Et entretemps le terme aura subi les derniers outrages de la part de l'idéologue russo-américaine Ayn Rand, chantre du capitalisme et de l'égoïsme, qui l'a redéfini comme une doctrine qui viserait à sacrifier l'individu à la société :
The irreducible primary of altruism, the basic absolute, is self-sacrifice—which means; self-immolation, self-abnegation, self-denial, self-destruction
(Philosophy: Who Needs It, 61 cité dans The Ayn Rand Lexicon, article altruism)

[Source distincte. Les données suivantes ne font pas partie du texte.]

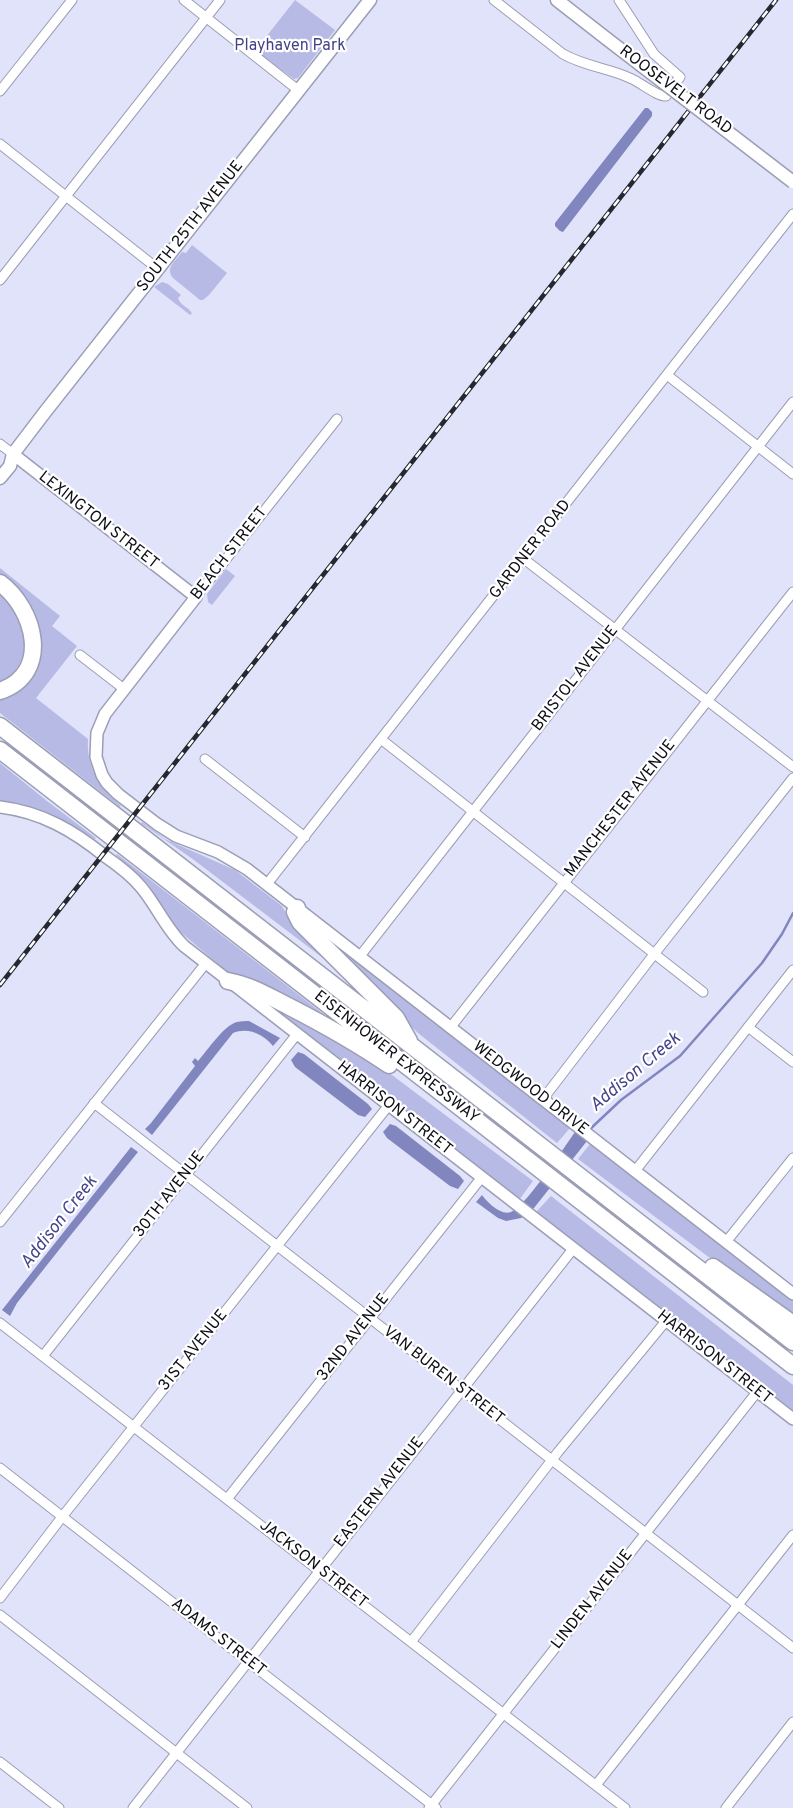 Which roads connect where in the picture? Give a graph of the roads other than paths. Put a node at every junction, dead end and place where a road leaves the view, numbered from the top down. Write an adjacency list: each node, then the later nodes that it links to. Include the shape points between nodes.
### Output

Rand et ses disciples n'ont pas hésité une seconde à attribuer à Auguste Comte -- qu'ils présentent comme un grand partisan du collectivisme ! -- l'origine d'un tel concept ! Voir par exemple Robert L. Campbell, « Altruism in Auguste Comte and Ayn Rand. Reply to Robert H. Bass, “Egoism versus Rights” », Journal of Ayn Rand Studies (vol. 7) -- voir aussi  sur le site Libertarianism.org, « Ayn Rand and Altruism », par George H. Smith qui croit pouvoir écrire :
however much critics may dismiss Rand’s attacks on altruism as unjustified, her treatment of altruism, as discussed and defended by the man [Comte] who originated the term and who defended altruism in more detail than any other philosopher, before or since, was remarkably on point.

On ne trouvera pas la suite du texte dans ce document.